Part-time faculty members of CFT attended the 10th conference of COCAL International, the Coalition of Contingent Academic Labor, in Mexico City, where California, despite its problems, was held up as a standard for part-time equity. 

In mid-August, contingent and part-time faculty traveled from Canada, the United States, South Korea, and within Mexico to share information and ideas about how best to defend the world’s public institutions of higher education.

Bill James, a Spanish instructor at Cosumnes River College in Sacramento, said one of the most powerful ideas at the conference was that part-time faculty “form alliances with full-time faculty and unions who represent other campus workers, as well as with student groups.” James, a member of the Los Rios Federation, was inspired by this shared approach to staving off further austerity measures.

“California seems generally to be seen as the ‘gold standard’ for part-time instructors,” James said. “But if that’s true, we can still increase the karats. We must publicly insist that it is hypocritical to say that we value education, yet hire a clear majority of part-time faculty with limited job security as opposed to full-time, tenure-track professors.”

Linda Chan, from the Adjunct Faculty Federation at Citrus College in Glendora, was struck by the shared situation of attendees. “No matter where you are in the world, full-time tenure-track positions are under assault.”

Chan remembers the moment a presenter invited attendees to notice the average age of people sitting around them, observing: “Colleges and universities aren’t hiring younger teachers. Who would want to start teaching now, when working conditions and pay are getting worse, as are prospects for a full-time job?” Chan left the conference feeling more committed than ever to defending the right to decent pay and working conditions for contingent faculty.

Hugo Aparicio, a part-time business instructor at City College of San Francisco, called the conference “eye-opening.” Some higher education instructors work for as little as $5 per hour, he reports. “We Americans and Canadians, learning about conditions in Mexico, now have a better appreciation for what we have. Thinking about our brothers and sisters in Mexico made me feel a bit guilty because their conditions are, by comparison, so poor.” But he doesn’t feel complacent; he intends to be become even more active in his union.

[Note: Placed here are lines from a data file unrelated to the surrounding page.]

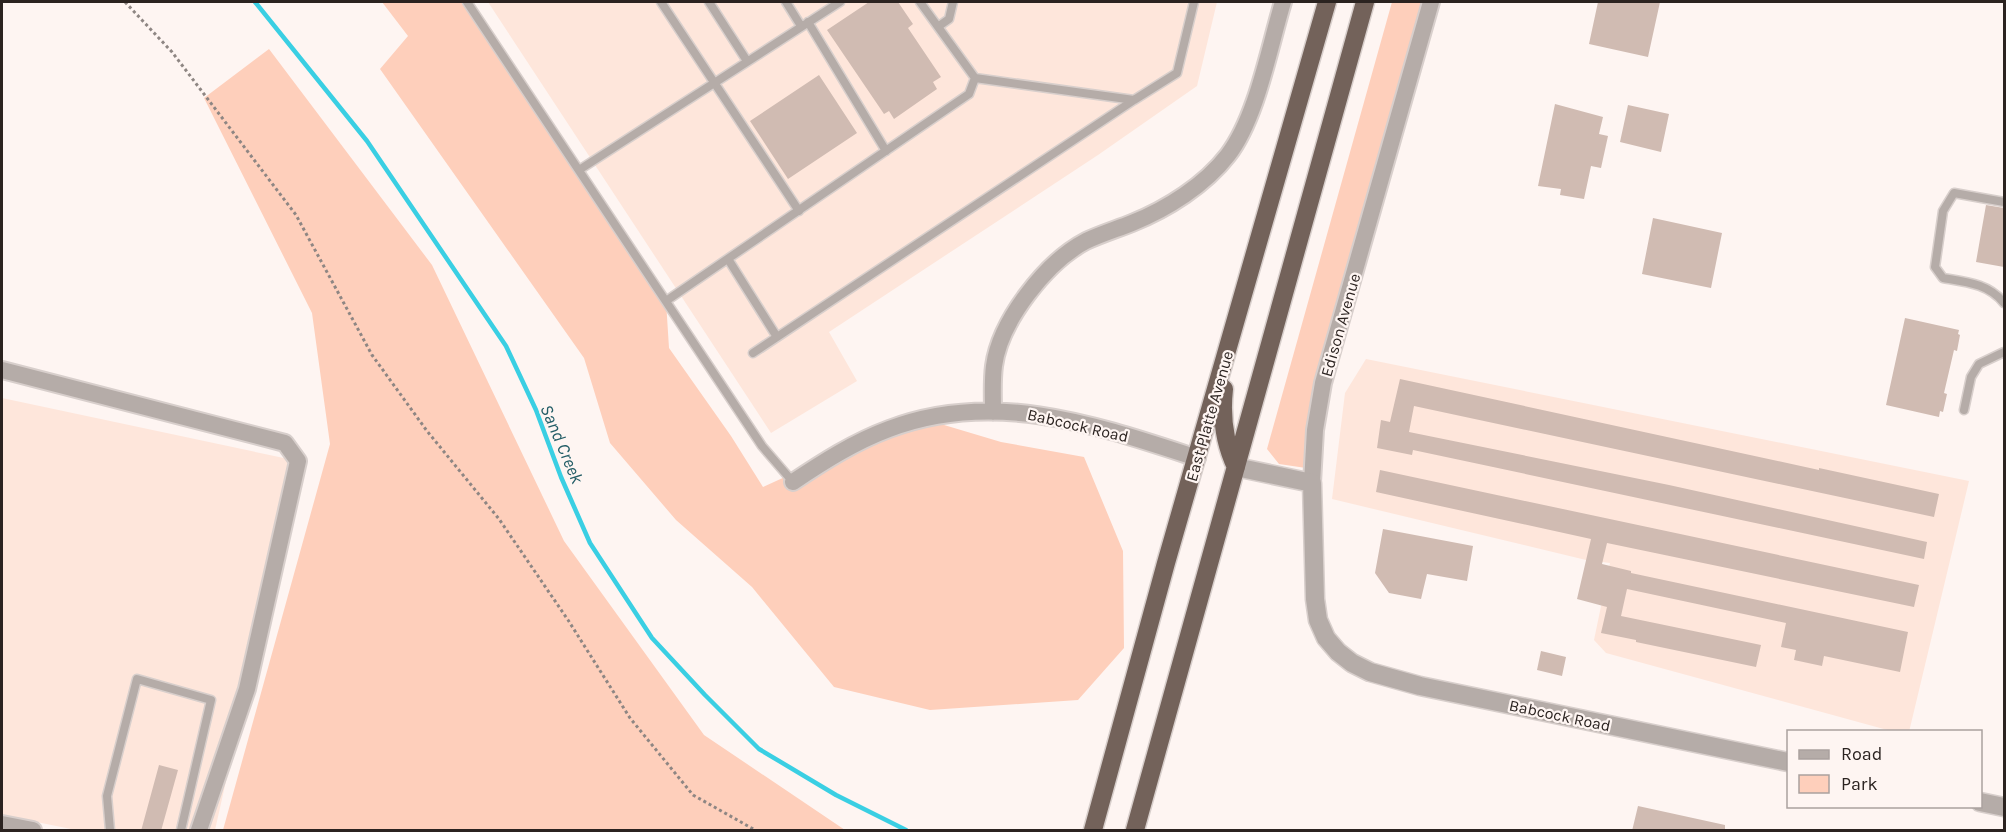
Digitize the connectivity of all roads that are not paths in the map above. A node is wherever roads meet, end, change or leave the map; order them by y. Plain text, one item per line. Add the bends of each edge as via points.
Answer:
1 (467, 2) edge
2 (661, 2) edge
3 (709, 2) edge
4 (786, 2) edge
5 (840, 2) edge
6 (920, 2) edge
7 (953, 2) edge
8 (1194, 2) edge
9 (1283, 2) edge
10 (1327, 2) edge
11 (1365, 2) edge
12 (1431, 2) edge
13 (805, 24) junction
14 (939, 26) junction
15 (747, 61) junction
16 (975, 78) junction
17 (715, 82) junction
18 (1134, 100) junction
19 (886, 151) junction
20 (579, 170) junction
21 (2004, 202) edge
22 (799, 211) junction
23 (728, 259) junction
24 (666, 301) junction
25 (2004, 303) edge
26 (777, 337) junction
27 (1229, 345) junction
28 (2004, 352) edge
29 (753, 353) dead end
30 (2, 370) edge
31 (1964, 410) dead end
32 (993, 412) junction
33 (1197, 458) junction
34 (1236, 467) junction
35 (793, 482) joint
36 (1312, 483) junction
37 (1338, 652) joint
38 (1787, 762) edge
39 (1982, 802) edge
40 (2004, 807) edge
41 (2, 824) edge
42 (33, 831) edge
43 (111, 831) edge
44 (181, 831) edge
45 (199, 831) edge
46 (1094, 831) edge
47 (1135, 831) edge

1 - 20 lane
2 - 17 lane
3 - 15 lane
4 - 13 lane
5 - 13 lane
6 - 14 lane
7 - 14 lane via 949,19
8 - 18 lane via 1177,73
9 - 32 street via 1250,114 1228,155 1187,192 1142,219 1085,242 1041,276 1013,315 994,365
10 - 27 highway, East Platte Avenue
11 - 34 highway
12 - 36 street, Edison Avenue via 1323,383
13 - 15 lane
13 - 19 lane
14 - 16 lane
15 - 17 lane
16 - 18 lane
16 - 19 lane via 969,94
17 - 20 lane
17 - 22 lane
18 - 26 lane
19 - 22 lane
20 - 24 lane
21 - 25 lane via 1954,193 1943,211 1935,267 1943,278 1975,283 1996,293
22 - 23 lane
23 - 24 lane
23 - 26 lane
24 - 35 lane via 762,446
26 - 29 lane
27 - 33 highway, East Platte Avenue
27 - 34 highway via 1223,427
28 - 31 lane via 1979,364 1971,376
30 - 45 street via 285,443 298,461 247,689
32 - 33 street, Babcock Road via 1017,411 1075,422
32 - 35 street, Babcock Road via 939,416 888,429 833,455
33 - 46 highway, East Platte Avenue
34 - 36 street
34 - 47 highway
36 - 37 street, Edison Avenue via 1318,620
37 - 38 street, Babcock Road via 1370,672 1420,686
39 - 40 street
41 - 42 street
43 - 44 lane via 107,796 136,679 211,700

James, Chan, and Aparicio agree that it was extremely valuable to attend the international conference to see that, as Aparicio puts it, “the education problems in Mexico are the same problems here, at different levels, and in Canada and Korea, too.” He says that we all share the same structural problem: “Teachers aren’t recognized for the work we do.” For Aparicio, the conference provided a tremendous opportunity to exchange ideas and set the tone for “where we’re going in the next 10 years.”